Association of the CCL2 A/G (rs3760399) gene variant and its expression with COPD risk and response to combined budesonide/formoterol therapy

Chronic obstructive pulmonary disease (COPD) is characterized by persistent airway inflammation and heterogeneous responses to inhaled therapy. CCL2 has been implicated in chronic inflammation and may contribute to corticosteroid non-responsiveness. This study investigated the association of the CCL2 A/G (rs3760399) gene variant and its expression with COPD risk and budesonide/formoterol (B/F) treatment response. A case-control study was performed with 150 COPD patients and 150 healthy controls. Genotyping was performed using the PCR-RFLP method, and qPCR was used to measure CCL2 gene expression. Multivariate logistic regression analysis was done to predict treatment response. Statistical analysis was done using GraphPad (Ver.8.0) and SPSS (Ver. 20). It was found that the “GG” genotype was significantly more prevalent in COPD patients than healthy controls (p = 0.0033; OR = 3.929).
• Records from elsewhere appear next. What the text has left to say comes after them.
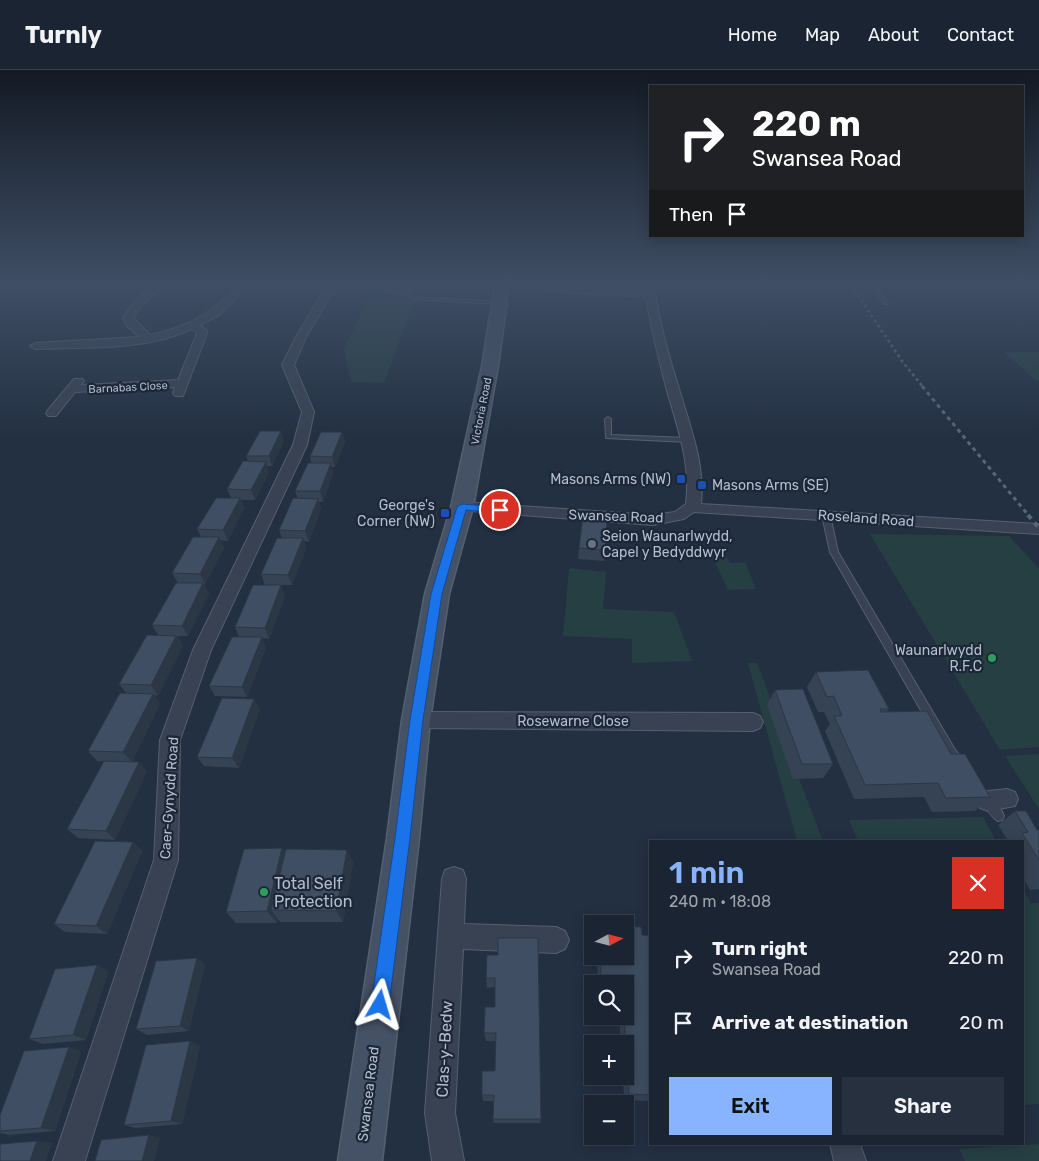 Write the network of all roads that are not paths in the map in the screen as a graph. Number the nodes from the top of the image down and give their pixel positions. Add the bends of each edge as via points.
1 (145, 336) edge
2 (154, 336) edge
3 (201, 336) edge
4 (302, 336) edge
5 (494, 336) edge
6 (659, 336) edge
7 (147, 338) junction
8 (35, 346) dead end
9 (184, 382) junction
10 (178, 394) dead end
11 (52, 413) dead end
12 (608, 419) dead end
13 (688, 440) junction
14 (693, 506) junction
15 (462, 507) junction
16 (826, 515) junction
17 (1039, 529) edge
18 (416, 720) junction
19 (753, 722) dead end
20 (966, 772) edge
21 (454, 879) dead end
22 (450, 936) junction
23 (556, 940) dead end
24 (845, 1145) edge
25 (69, 1161) edge
26 (360, 1161) edge
27 (448, 1161) edge
28 (850, 1161) edge

1 - 7 street
2 - 7 street
3 - 9 street, Barnabas Close
4 - 25 street, Caer-Gynydd Road via 288,365 308,412 300,445 202,650 170,740 166,860
5 - 15 main road, Victoria Road
6 - 13 street
7 - 8 street
9 - 10 street, Barnabas Close
9 - 11 street, Barnabas Close via 169,385 75,385
12 - 13 lane via 608,437
13 - 14 street via 696,491
14 - 15 street, Swansea Road via 679,516 653,520
14 - 16 street, Roseland Road via 700,509
15 - 18 main road, Swansea Road via 437,594
16 - 17 street, Roseland Road
16 - 20 lane via 834,552
18 - 19 street, Rosewarne Close via 729,714
18 - 26 main road, Swansea Road
21 - 22 street, Clas-y-Bedw
22 - 23 street
22 - 27 street, Clas-y-Bedw via 440,1113
24 - 28 street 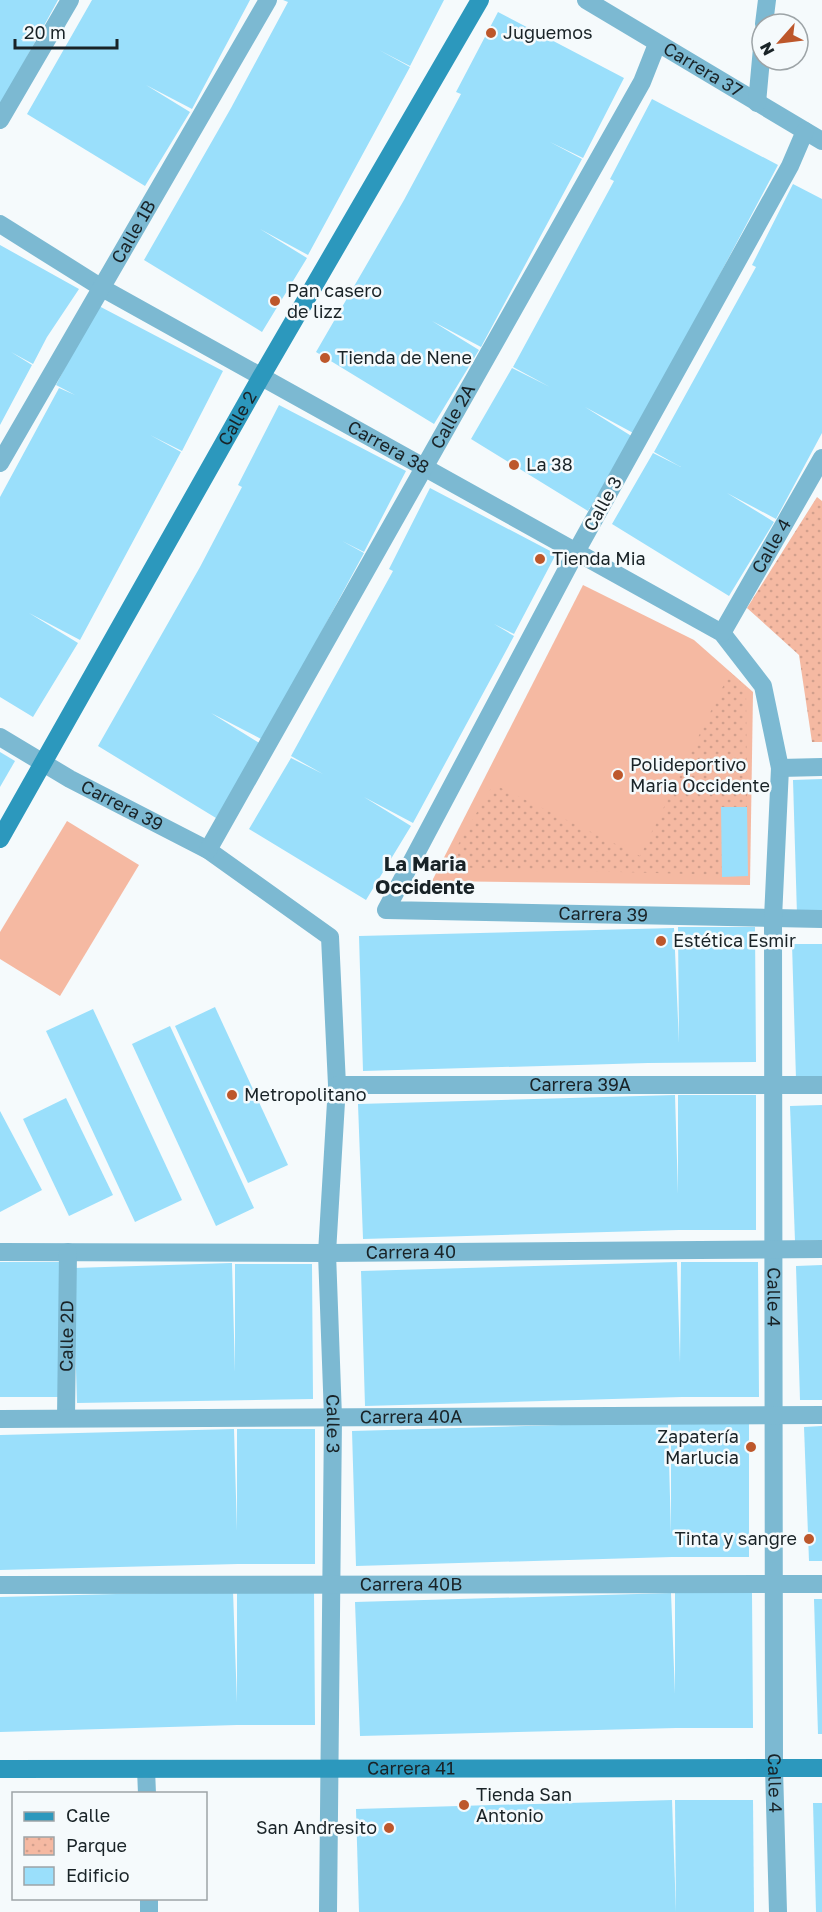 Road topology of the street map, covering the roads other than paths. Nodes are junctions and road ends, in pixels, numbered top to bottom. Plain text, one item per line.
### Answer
1 (70, 0) edge
2 (268, 0) edge
3 (480, 0) edge
4 (585, 0) edge
5 (657, 44) junction
6 (760, 72) edge
7 (757, 103) junction
8 (0, 120) edge
9 (805, 131) junction
10 (822, 141) edge
11 (0, 224) edge
12 (102, 288) junction
13 (261, 377) junction
14 (822, 458) edge
15 (0, 463) edge
16 (423, 468) junction
17 (816, 485) edge
18 (576, 552) junction
19 (722, 633) junction
20 (763, 687) joint
21 (0, 737) edge
22 (42, 762) junction
23 (822, 767) edge
24 (780, 768) junction
25 (0, 839) edge
26 (208, 850) junction
27 (386, 910) joint
28 (773, 918) junction
29 (822, 919) edge
30 (330, 937) joint
31 (337, 1085) junction
32 (822, 1085) edge
33 (773, 1086) junction
34 (822, 1249) edge
35 (774, 1250) junction
36 (0, 1252) edge
37 (68, 1252) junction
38 (327, 1253) junction
39 (822, 1415) edge
40 (775, 1416) junction
41 (333, 1417) junction
42 (66, 1418) junction
43 (0, 1419) edge
44 (333, 1583) junction
45 (822, 1584) edge
46 (0, 1585) edge
47 (773, 1585) junction
48 (774, 1768) junction
49 (822, 1768) edge
50 (0, 1769) edge
51 (146, 1769) junction
52 (328, 1769) junction
53 (147, 1792) edge
54 (328, 1912) edge
55 (778, 1912) edge

1 - 8 street
2 - 12 street, Calle 1B
3 - 13 street, Calle 2
4 - 5 street, Carrera 37
5 - 7 street, Carrera 37
5 - 16 street, Calle 2A
6 - 7 street
7 - 9 street, Carrera 37
9 - 10 street, Carrera 37
9 - 18 street, Calle 3
11 - 12 street, Carrera 38
12 - 13 street, Carrera 38
12 - 15 street, Calle 1B
13 - 16 street, Carrera 38
13 - 22 street, Calle 2
14 - 17 street, Calle 4
16 - 18 street, Carrera 38
16 - 26 street, Calle 2A
17 - 19 street, Calle 4
18 - 19 street, Carrera 38
18 - 27 street, Calle 3
19 - 20 street, Carrera 38
20 - 24 street, Calle 4
21 - 22 street, Carrera 39
22 - 25 street, Calle 2
22 - 26 street, Carrera 39
23 - 24 street
24 - 28 street, Calle 4
26 - 30 street, Carrera 39
27 - 28 street, Carrera 39
28 - 29 street, Carrera 39
28 - 33 street, Calle 4
30 - 31 street, Calle 3
31 - 33 street, Carrera 39A
31 - 38 street, Calle 3
32 - 33 street, Carrera 39A
33 - 35 street, Calle 4
34 - 35 street, Carrera 40
35 - 38 street, Carrera 40
35 - 40 street, Calle 4
36 - 37 street, Carrera 40
37 - 38 street, Carrera 40
37 - 42 street, Calle 2D
38 - 41 street, Calle 3
39 - 40 street, Carrera 40A
40 - 41 street, Carrera 40A
40 - 47 street, Calle 4
41 - 42 street, Carrera 40A
41 - 44 street, Calle 3
42 - 43 street, Carrera 40A
44 - 46 street, Carrera 40B
44 - 47 street, Carrera 40B
44 - 52 street, Calle 3
45 - 47 street, Carrera 40B
47 - 48 street, Calle 4
48 - 49 street, Carrera 41
48 - 52 street, Carrera 41
48 - 55 street, Calle 4
50 - 51 street, Carrera 41
51 - 52 street, Carrera 41
51 - 53 street
52 - 54 street, Calle 3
CCL2 gene expression was markedly elevated in COPD patients (p < 0.0001), with individuals carrying the “GG” genotype exhibiting higher expression levels than those with “AA” (p = 0.0009) or “AG” (p = 0.0368) genotypes. However, no significant association was found between the CCL2 variant and the responder versus non-responder groups, although higher CCL2 expression was observed in non-responders (p = 0.0041). Logistic regression analysis identified elevated CCL2 expression as an independent predictor of B/F non-responsiveness (p = 0.031; OR = 4.956). These findings indicate that the CCL2 (rs3760399) variant and elevated expression are linked to COPD risk, while higher CCL2 expression may predict non-response to B/F therapy.